With growing ML applications in healthcare, several studies have employed these advanced computer-based techniques for predicting impending asthma attacks using heterogeneous data sources. In this review, firstly, we have presented a conceptual overview of the landscape of this research so that researchers can engage in future research in a similar context (see Fig. 4). Secondly, this review has generated a list of data sources available for researchers, which is available in Table 2. Thirdly, for each branch of the review, we presented lists of studies predicting the risk of an asthma attack as a classification with and without a prediction window (Tables 5 and 6) and prediction as a probability (Table 7).

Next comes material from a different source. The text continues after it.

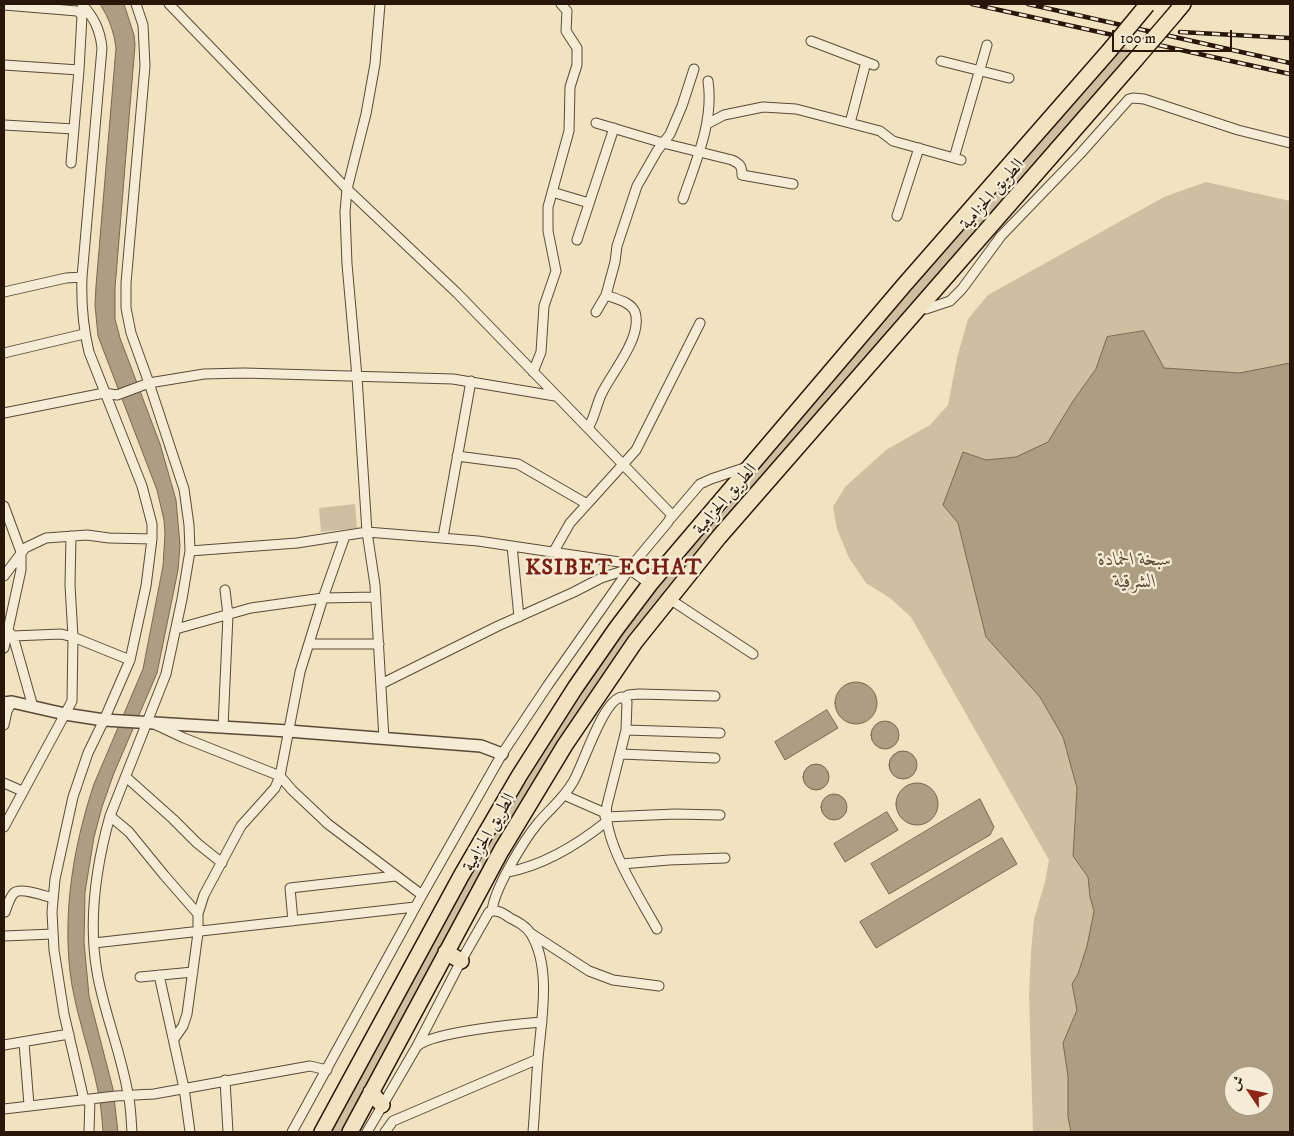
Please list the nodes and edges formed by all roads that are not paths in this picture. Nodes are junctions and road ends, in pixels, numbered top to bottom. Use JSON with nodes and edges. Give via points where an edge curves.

The findings of this review confirm the importance of using different predictors from multiple data sources for predicting asthma attacks. The analysis shows the applicability of ML algorithms and their ability to perform on asthma patient data, including other factors. For classifying future attacks, ensemble methods based on decision trees have given better performance, while extended neural networks have achieved acceptable results on probability prediction. Further, the summary of the past studies confirmed that having a shorter prediction window improves the prediction outcome. For future research in ML applications in asthma prediction, hyperparameter tuning and data imbalance handling need to be carefully followed to integrate data from multiple sources. Additionally, optimal lookback and prediction windows for asthma risk prediction require further investigation. Moreover, deriving an explainable asthma risk score with the integration of multiple data sources using ML techniques needs to be explored which will assist health practitioners.